▶ **GOAL OF THE EXERCISE**
Write the data out again exactly, with no pictures.

--- MATERIAL PROVIDED ---

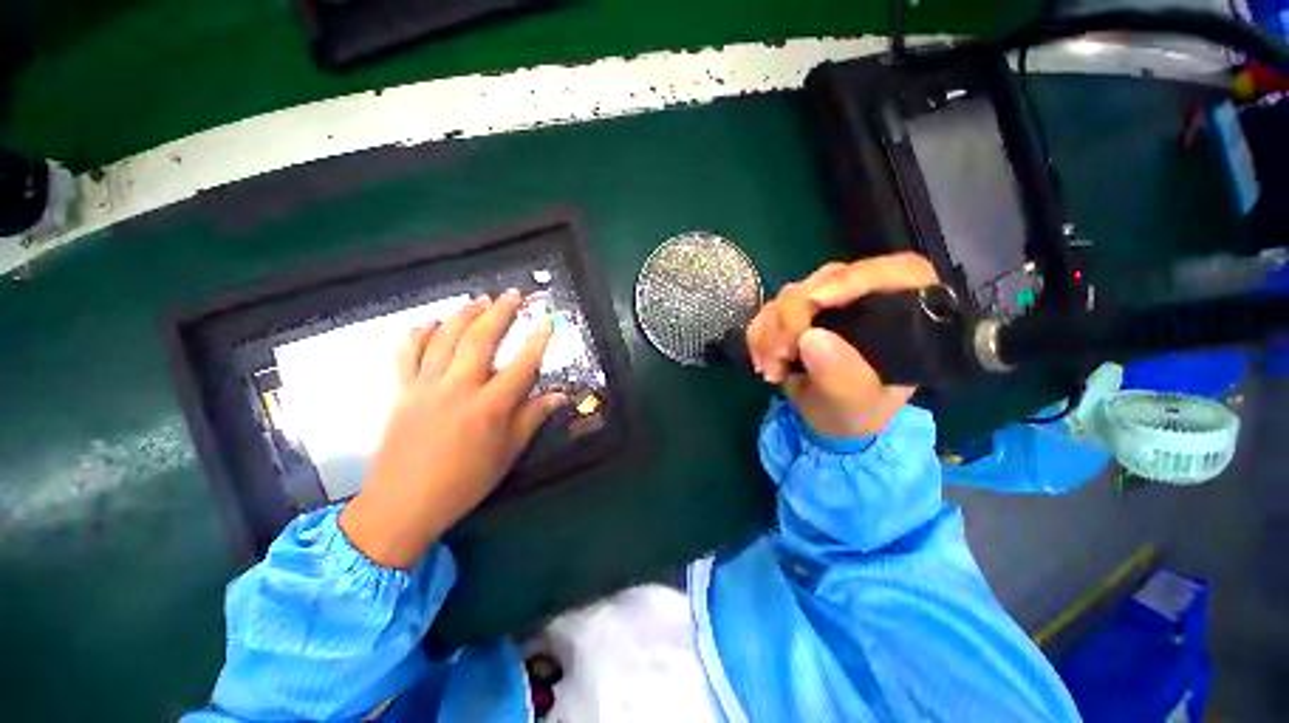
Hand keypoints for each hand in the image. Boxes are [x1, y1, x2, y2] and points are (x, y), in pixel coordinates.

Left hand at [339, 290, 565, 568]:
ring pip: (444, 339)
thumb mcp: (507, 453)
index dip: (537, 340)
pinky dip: (418, 334)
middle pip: (480, 340)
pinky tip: (430, 322)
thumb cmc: (464, 482)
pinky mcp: (402, 391)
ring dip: (463, 314)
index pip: (521, 365)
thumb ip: (532, 418)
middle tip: (512, 294)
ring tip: (479, 300)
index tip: (547, 320)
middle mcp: (458, 389)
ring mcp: (425, 387)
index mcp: (489, 407)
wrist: (403, 504)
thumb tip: (560, 396)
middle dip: (499, 313)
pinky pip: (407, 354)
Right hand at [746, 253, 937, 438]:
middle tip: (781, 355)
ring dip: (771, 332)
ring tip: (772, 370)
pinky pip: (769, 310)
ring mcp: (827, 301)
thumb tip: (810, 337)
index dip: (853, 279)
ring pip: (790, 294)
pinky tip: (764, 363)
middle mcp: (866, 296)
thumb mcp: (856, 404)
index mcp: (905, 312)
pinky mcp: (797, 311)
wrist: (830, 419)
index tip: (814, 302)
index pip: (895, 271)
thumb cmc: (858, 412)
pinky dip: (759, 336)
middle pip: (827, 280)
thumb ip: (841, 376)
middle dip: (792, 317)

---

▶ **TASK RESULT**
Hand keypoints for each hand in the image. Boxes are [x1, y1, x2, y2] and points are (x, y), in pixel coordinates.

Left hand at [339, 290, 565, 568]:
ring pip: (444, 339)
thumb mcp: (507, 453)
index dip: (537, 340)
pinky dip: (418, 334)
middle pip: (480, 340)
pinky tip: (430, 322)
thumb cmc: (464, 482)
pinky mcp: (402, 391)
ring dip: (463, 314)
index pip: (521, 365)
thumb ip: (532, 418)
middle tip: (512, 294)
ring tip: (479, 300)
index tip: (547, 320)
middle mcp: (458, 389)
ring mcp: (425, 387)
index mcp: (489, 407)
wrist: (403, 504)
thumb tip: (560, 396)
middle dip: (499, 313)
pinky pip: (407, 354)
Right hand at [746, 253, 937, 438]:
middle tip: (781, 355)
ring dip: (771, 332)
ring tip: (772, 370)
pinky pip: (769, 310)
ring mcp: (827, 301)
thumb tip: (810, 337)
index dip: (853, 279)
ring pip: (790, 294)
pinky tip: (764, 363)
middle mcp: (866, 296)
thumb mcp: (856, 404)
index mcp: (905, 312)
pinky mcp: (797, 311)
wrist: (830, 419)
index tip: (814, 302)
index pip: (895, 271)
thumb cmc: (858, 412)
pinky dip: (759, 336)
middle pip: (827, 280)
thumb ip: (841, 376)
middle dip: (792, 317)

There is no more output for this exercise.